[RFC PATCH v6 31/92] kvm: introspection: add KVMI_EVENT_PF

Adalbert Lazăr <alazar@xxxxxxxxxxxxxxx> · Fri, 9 Aug 2019 18:59:46 +0300

From: Mihai Donțu <mdontu@xxxxxxxxxxxxxxx>

This event is sent when a #PF occurs due to a failed permission check
in the shadow page tables, for a page in which the introspection tool
has shown interest.

The introspection tool can respond to a KVMI_EVENT_PF event with custom
input for the current instruction.
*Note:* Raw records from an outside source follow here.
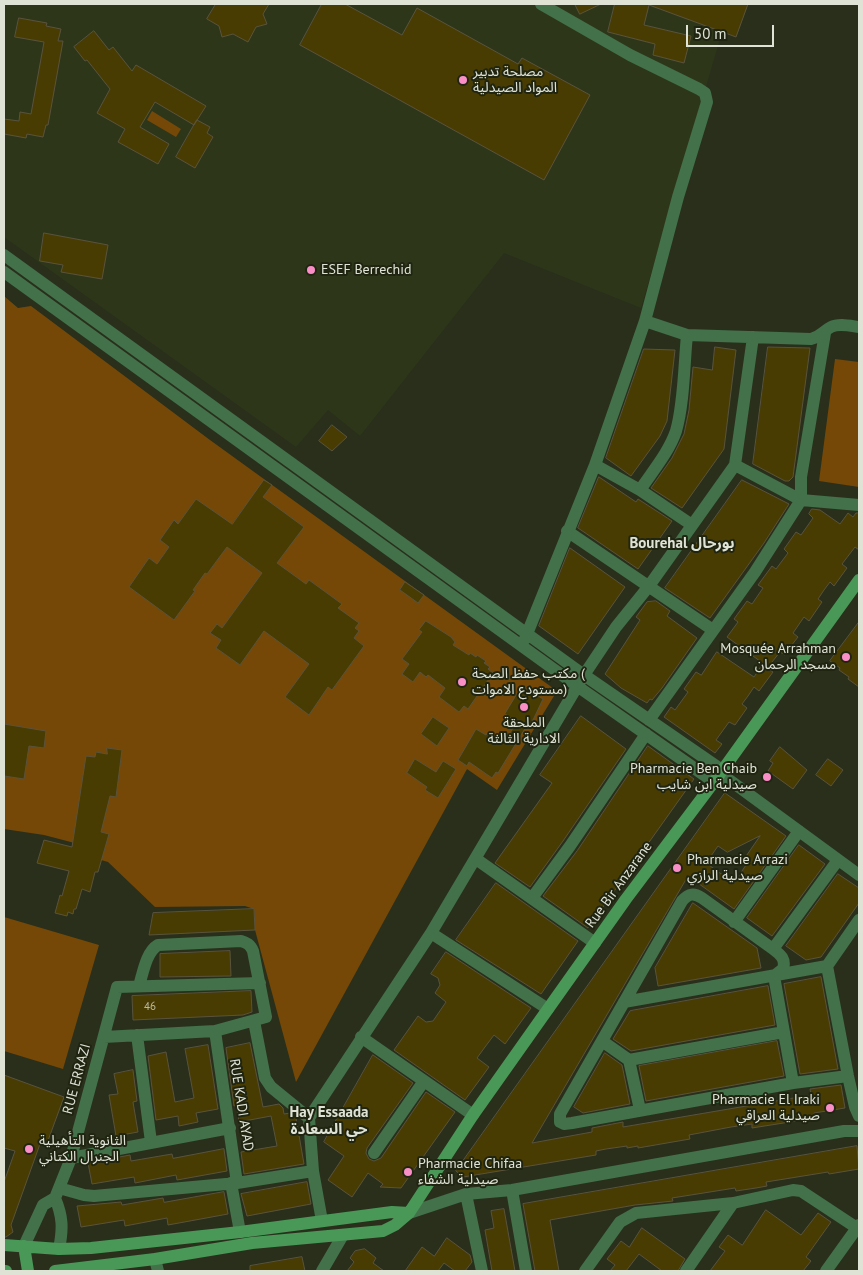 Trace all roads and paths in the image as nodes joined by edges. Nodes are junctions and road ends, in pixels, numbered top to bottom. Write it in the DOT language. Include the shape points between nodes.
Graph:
graph roads {
  1 [pos="541,4"];
  2 [pos="4,255"];
  3 [pos="4,272"];
  4 [pos="645,321"];
  5 [pos="859,327"];
  6 [pos="825,333"];
  7 [pos="687,335"];
  8 [pos="753,337"];
  9 [pos="595,465"];
  10 [pos="735,465"];
  11 [pos="640,490"];
  12 [pos="330,491"];
  13 [pos="801,500"];
  14 [pos="322,502"];
  15 [pos="859,506"];
  16 [pos="692,525"];
  17 [pos="567,531"];
  18 [pos="859,580"];
  19 [pos="649,586"];
  20 [pos="713,630"];
  21 [pos="528,633"];
  22 [pos="523,646"];
  23 [pos="584,675"];
  24 [pos="577,686"];
  25 [pos="649,720"];
  26 [pos="646,734"];
  27 [pos="725,775"];
  28 [pos="714,782"];
  29 [pos="799,831"];
  30 [pos="476,859"];
  31 [pos="838,860"];
  32 [pos="859,875"];
  33 [pos="532,898"];
  34 [pos="859,920"];
  35 [pos="734,922"];
  36 [pos="431,933"];
  37 [pos="594,943"];
  38 [pos="774,949"];
  39 [pos="827,966"];
  40 [pos="774,976"];
  41 [pos="260,982"];
  42 [pos="139,986"];
  43 [pos="624,1002"];
  44 [pos="548,1009"];
  45 [pos="260,1019"];
  46 [pos="214,1031"];
  47 [pos="784,1032"];
  48 [pos="136,1035"];
  49 [pos="104,1037"];
  50 [pos="361,1037"];
  51 [pos="602,1041"];
  52 [pos="629,1060"];
  53 [pos="848,1076"];
  54 [pos="424,1081"];
  55 [pos="793,1083"];
  56 [pos="640,1110"];
  57 [pos="472,1115"];
  58 [pos="859,1116"];
  59 [pos="309,1118"];
  60 [pos="230,1128"];
  61 [pos="859,1131"];
  62 [pos="151,1142"];
  63 [pos="374,1153"];
  64 [pos="71,1158"];
  65 [pos="313,1171"];
  66 [pos="234,1183"];
  67 [pos="512,1190"];
  68 [pos="57,1193"];
  69 [pos="466,1194"];
  70 [pos="733,1203"];
  71 [pos="409,1213"];
  72 [pos="322,1221"];
  73 [pos="858,1227"];
  74 [pos="240,1232"];
  75 [pos="343,1236"];
  76 [pos="4,1245"];
  77 [pos="24,1246"];
  78 [pos="59,1249"];
  79 [pos="156,1265"];
  80 [pos="89,1269"];
  81 [pos="325,1270"];
  82 [pos="28,1271"];
  83 [pos="60,1271"];
  84 [pos="482,1271"];
  85 [pos="526,1271"];
  86 [pos="585,1271"];
  87 [pos="686,1271"];
  88 [pos="826,1271"];
  1 -- 4 [label="street" via="705,93 707,98"];
  2 -- 12 [label="street"];
  3 -- 14 [label="street"];
  4 -- 7 [label="street"];
  4 -- 9 [label="street"];
  5 -- 6 [label="street" via="830,327"];
  6 -- 8 [label="street" via="811,339"];
  6 -- 13 [label="street" via="801,477"];
  7 -- 8 [label="street"];
  7 -- 11 [label="street" via="676,431"];
  8 -- 10 [label="street"];
  9 -- 11 [label="street"];
  9 -- 17 [label="street"];
  10 -- 13 [label="street"];
  10 -- 16 [label="street"];
  11 -- 16 [label="street"];
  12 -- 14 [label="street"];
  12 -- 21 [label="street"];
  13 -- 15 [label="street"];
  13 -- 20 [label="street"];
  14 -- 22 [label="street"];
  16 -- 19 [label="street"];
  17 -- 19 [label="street"];
  17 -- 21 [label="street"];
  18 -- 27 [label="street, Rue Bir Anzarane"];
  19 -- 20 [label="street"];
  19 -- 23 [label="street"];
  20 -- 25 [label="street"];
  21 -- 22 [label="street"];
  21 -- 23 [label="street"];
  22 -- 24 [label="street"];
  23 -- 24 [label="street"];
  23 -- 25 [label="street"];
  24 -- 26 [label="street"];
  24 -- 30 [label="street"];
  25 -- 27 [label="street"];
  26 -- 28 [label="street"];
  26 -- 33 [label="street"];
  27 -- 28 [label="street, Rue Bir Anzarane"];
  27 -- 29 [label="street"];
  28 -- 37 [label="street, Rue Bir Anzarane"];
  29 -- 31 [label="street"];
  29 -- 35 [label="street"];
  30 -- 33 [label="street"];
  30 -- 36 [label="street"];
  31 -- 32 [label="street"];
  31 -- 38 [label="street"];
  33 -- 37 [label="street"];
  34 -- 39 [label="street"];
  35 -- 38 [label="street"];
  35 -- 43 [label="street" via="696,894 686,896"];
  36 -- 44 [label="street"];
  36 -- 50 [label="street"];
  37 -- 44 [label="street, Rue Bir Anzarane"];
  38 -- 40 [label="street" via="785,963"];
  39 -- 40 [label="street"];
  39 -- 53 [label="street"];
  40 -- 43 [label="street"];
  40 -- 47 [label="street"];
  41 -- 42 [label="street, RUE ERRAZI"];
  41 -- 42 [label="street" via="251,946 240,941 158,945 149,956"];
  41 -- 45 [label="street"];
  42 -- 49 [label="street, RUE ERRAZI" via="117,987"];
  43 -- 51 [label="street"];
  44 -- 57 [label="street, Rue Bir Anzarane"];
  45 -- 46 [label="street"];
  45 -- 59 [label="street" via="265,1078 271,1087"];
  46 -- 48 [label="street"];
  46 -- 60 [label="street, RUE KADI AYAD"];
  47 -- 52 [label="street"];
  47 -- 55 [label="street"];
  48 -- 49 [label="street"];
  48 -- 62 [label="street"];
  49 -- 64 [label="street, RUE ERRAZI"];
  50 -- 54 [label="street"];
  50 -- 59 [label="street"];
  51 -- 52 [label="street"];
  51 -- 56 [label="street" via="560,1114 560,1122 572,1123"];
  52 -- 56 [label="street"];
  53 -- 55 [label="street"];
  53 -- 58 [label="street"];
  54 -- 57 [label="street"];
  54 -- 63 [label="street"];
  55 -- 56 [label="street"];
  57 -- 71 [label="street, Rue Bir Anzarane"];
  59 -- 65 [label="street"];
  60 -- 62 [label="street"];
  60 -- 66 [label="street, RUE KADI AYAD"];
  61 -- 67 [label="street" via="844,1131"];
  62 -- 64 [label="street"];
  64 -- 68 [label="street, RUE ERRAZI"];
  65 -- 66 [label="street"];
  65 -- 72 [label="street"];
  66 -- 68 [label="street" via="94,1196"];
  66 -- 74 [label="street, RUE KADI AYAD"];
  67 -- 69 [label="street"];
  67 -- 85 [label="street"];
  68 -- 77 [label="street" via="43,1205"];
  68 -- 78 [label="street" via="62,1233"];
  69 -- 71 [label="street"];
  69 -- 84 [label="street"];
  70 -- 73 [label="street" via="801,1191"];
  70 -- 86 [label="street" via="636,1213 627,1217"];
  70 -- 87 [label="street"];
  71 -- 72 [label="street" via="392,1212"];
  71 -- 75 [label="street, Rue Bir Anzarane" via="384,1231"];
  72 -- 74 [label="street"];
  73 -- 88 [label="street"];
  74 -- 78 [label="street"];
  75 -- 79 [label="street, Rue Bir Anzarane" via="252,1243"];
  75 -- 81 [label="street"];
  76 -- 77 [label="street"];
  77 -- 78 [label="street"];
  77 -- 82 [label="street"];
  78 -- 83 [label="street"];
  79 -- 80 [label="street, Rue Bir Anzarane"];
  80 -- 83 [label="street, Rue Bir Anzarane"];
}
This input is used to trick the guest
software into believing it has read certain data, in order to hide the
content of certain memory areas (eg. hide injected code from integrity
checkers).

Signed-off-by: Mihai Donțu <mdontu@xxxxxxxxxxxxxxx>
Co-developed-by: Nicușor Cîțu <ncitu@xxxxxxxxxxxxxxx>
Signed-off-by: Nicușor Cîțu <ncitu@xxxxxxxxxxxxxxx>
Co-developed-by: Adalbert Lazăr <alazar@xxxxxxxxxxxxxxx>
Signed-off-by: Adalbert Lazăr <alazar@xxxxxxxxxxxxxxx>
---
 Documentation/virtual/kvm/kvmi.rst |  63 ++++++++++++++++++
 arch/x86/kvm/kvmi.c                |  38 ++++++++++-
 arch/x86/kvm/x86.c                 |   7 +-
 include/linux/kvmi.h               |   4 ++
 include/uapi/linux/kvmi.h          |  18 +++++
 virt/kvm/kvmi.c                    | 103 +++++++++++++++++++++++++++++
 virt/kvm/kvmi_int.h                |  13 ++++
 virt/kvm/kvmi_msg.c                |  55 +++++++++++++++
 8 files changed, 298 insertions(+), 3 deletions(-)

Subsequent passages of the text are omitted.